Cigarette-to-soap conglomerate ITC is expected to deliver sales, earnings before interest, tax, depreciation, and amortisation (EBITDA) and adjusted profit after tax (PAT) growth of 5.7 per cent, 7 per cent and 14.8 per cent YoY, respectively in 3QFY20. Cigarette volume is likely to grow at 3 per cent YoY on a base of 7 per cent growth while cigarette segment earnings before interest and tax (EBIT) is expected to grow at 7 per cent YoY, said analysts at Nirmal Bang Securities in its earnings preview note. "Mirroring the industry, Other-FMCG business growth will be subdued at 5 per cent YoY. We are building in EBITDA margin expansion of 50 basis points (bps), led by gross margins," the brokerage said.

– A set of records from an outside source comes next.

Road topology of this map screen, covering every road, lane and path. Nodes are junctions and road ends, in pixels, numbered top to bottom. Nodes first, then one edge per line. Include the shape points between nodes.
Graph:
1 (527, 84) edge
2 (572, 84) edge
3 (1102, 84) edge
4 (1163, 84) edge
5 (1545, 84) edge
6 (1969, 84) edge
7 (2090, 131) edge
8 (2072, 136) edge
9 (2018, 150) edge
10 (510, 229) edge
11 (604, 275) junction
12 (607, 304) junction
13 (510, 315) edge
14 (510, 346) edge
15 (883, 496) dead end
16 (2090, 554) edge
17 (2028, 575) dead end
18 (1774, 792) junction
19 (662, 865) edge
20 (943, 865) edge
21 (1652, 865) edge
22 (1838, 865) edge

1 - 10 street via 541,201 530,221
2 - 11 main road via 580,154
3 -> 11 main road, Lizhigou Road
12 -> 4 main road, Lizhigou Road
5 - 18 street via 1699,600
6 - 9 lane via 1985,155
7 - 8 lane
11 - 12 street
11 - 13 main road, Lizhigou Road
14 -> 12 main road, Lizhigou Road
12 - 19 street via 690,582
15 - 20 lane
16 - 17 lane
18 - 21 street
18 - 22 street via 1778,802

Analysts at KRChoksey expect the company's top line (sales/revenue) to grow 5.7 per cent YoY and 1.8 per cent QoQ to Rs 12,080 crore, mainly due to good traction in non-cigarette space such as hotels, agri business and paper. Cigarette volumes are likely to be affected due to moderate volumes as a result of competitive intensity, rural slowdown and health awareness. EBITDA is expected to be almost flat QoQ and up 6.3 per cent YoY at Rs 4,597 crore. Further, net profit of the company is expected to come in at Rs 3,951 crore, up 23 per cent YoY and down around 2 per cent on QoQ basis. The brokerage notes that reduction in tax rates will lead to net profit margin expansion.
Shares of ITC have underperformed the market by falling over 8.5 per cent during October-December period against 6 per cent rise in the Nifty index. The Nifty FMCG index has declined over 3 per cent during the same period.
"ITC is expected to post sales growth of 6 per cent YoY driven by good growth from cigarettes & paper segment. Cigarette segment sales growth would be driven by volume growth of 4 per cent and price hikes of 1.5-2 per cent taken in the segment recently. FMCG segment should witness slower growth of 6% sales growth as compared to its erstwhile quarters, affected by demand slowdown in rural regions. With select price hikes in cigarettes segment, rapid improvement in FMCG operating margins and reduction in corporate tax rates, we expectnet profit to show strong growth of 12.7 per cent to Rs 3,615.9 crore," says ICICI Securities.
KEY THINGS TO WATCH OUT FOR
Diversification into FMCG space (Frozen food), status of Delectable Technologies acquisition, guidance on price and volume, new product launches and product mix, demand outlook for FMCG and Cigarette segment, and potential hike in cigarette tax are some of the key things to watch out for when the company announces results on Friday.